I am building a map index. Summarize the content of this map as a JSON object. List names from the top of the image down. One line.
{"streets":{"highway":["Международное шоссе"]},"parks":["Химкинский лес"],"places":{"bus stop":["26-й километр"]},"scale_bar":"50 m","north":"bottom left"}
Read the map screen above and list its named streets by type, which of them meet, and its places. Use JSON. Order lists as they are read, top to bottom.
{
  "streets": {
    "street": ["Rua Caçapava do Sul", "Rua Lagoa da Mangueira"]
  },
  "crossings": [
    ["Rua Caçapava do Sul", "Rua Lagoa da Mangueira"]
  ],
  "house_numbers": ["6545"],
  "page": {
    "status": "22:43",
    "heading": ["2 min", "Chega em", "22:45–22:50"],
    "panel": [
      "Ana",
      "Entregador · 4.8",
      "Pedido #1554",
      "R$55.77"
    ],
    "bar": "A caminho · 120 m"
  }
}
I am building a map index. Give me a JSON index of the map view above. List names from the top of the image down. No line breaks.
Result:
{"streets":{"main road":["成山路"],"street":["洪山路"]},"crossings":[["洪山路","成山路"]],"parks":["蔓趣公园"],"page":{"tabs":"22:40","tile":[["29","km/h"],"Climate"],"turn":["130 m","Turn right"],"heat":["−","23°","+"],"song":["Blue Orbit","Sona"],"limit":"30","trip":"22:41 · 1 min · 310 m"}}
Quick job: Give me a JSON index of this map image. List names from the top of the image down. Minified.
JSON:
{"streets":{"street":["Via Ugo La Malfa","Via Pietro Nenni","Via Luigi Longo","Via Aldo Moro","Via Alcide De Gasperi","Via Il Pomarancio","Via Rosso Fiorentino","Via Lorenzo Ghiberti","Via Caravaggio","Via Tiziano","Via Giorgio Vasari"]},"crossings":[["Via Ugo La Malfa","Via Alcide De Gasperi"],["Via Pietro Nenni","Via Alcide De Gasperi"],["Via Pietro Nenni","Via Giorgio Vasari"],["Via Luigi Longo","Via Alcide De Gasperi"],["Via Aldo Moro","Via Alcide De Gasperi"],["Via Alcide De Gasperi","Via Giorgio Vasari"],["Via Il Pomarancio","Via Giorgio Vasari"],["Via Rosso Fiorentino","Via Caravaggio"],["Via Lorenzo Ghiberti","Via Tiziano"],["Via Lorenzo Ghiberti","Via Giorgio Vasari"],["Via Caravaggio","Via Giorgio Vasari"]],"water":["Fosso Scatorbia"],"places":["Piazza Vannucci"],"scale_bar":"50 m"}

Problem:
What lines of the preceding data include the string "Give"? Pull them out.

Answer to the exercise:
I am building a map index. Give me a JSON index of the map view above. List names from the top of the image down. No line breaks.
Quick job: Give me a JSON index of this map image. List names from the top of the image down. Minified.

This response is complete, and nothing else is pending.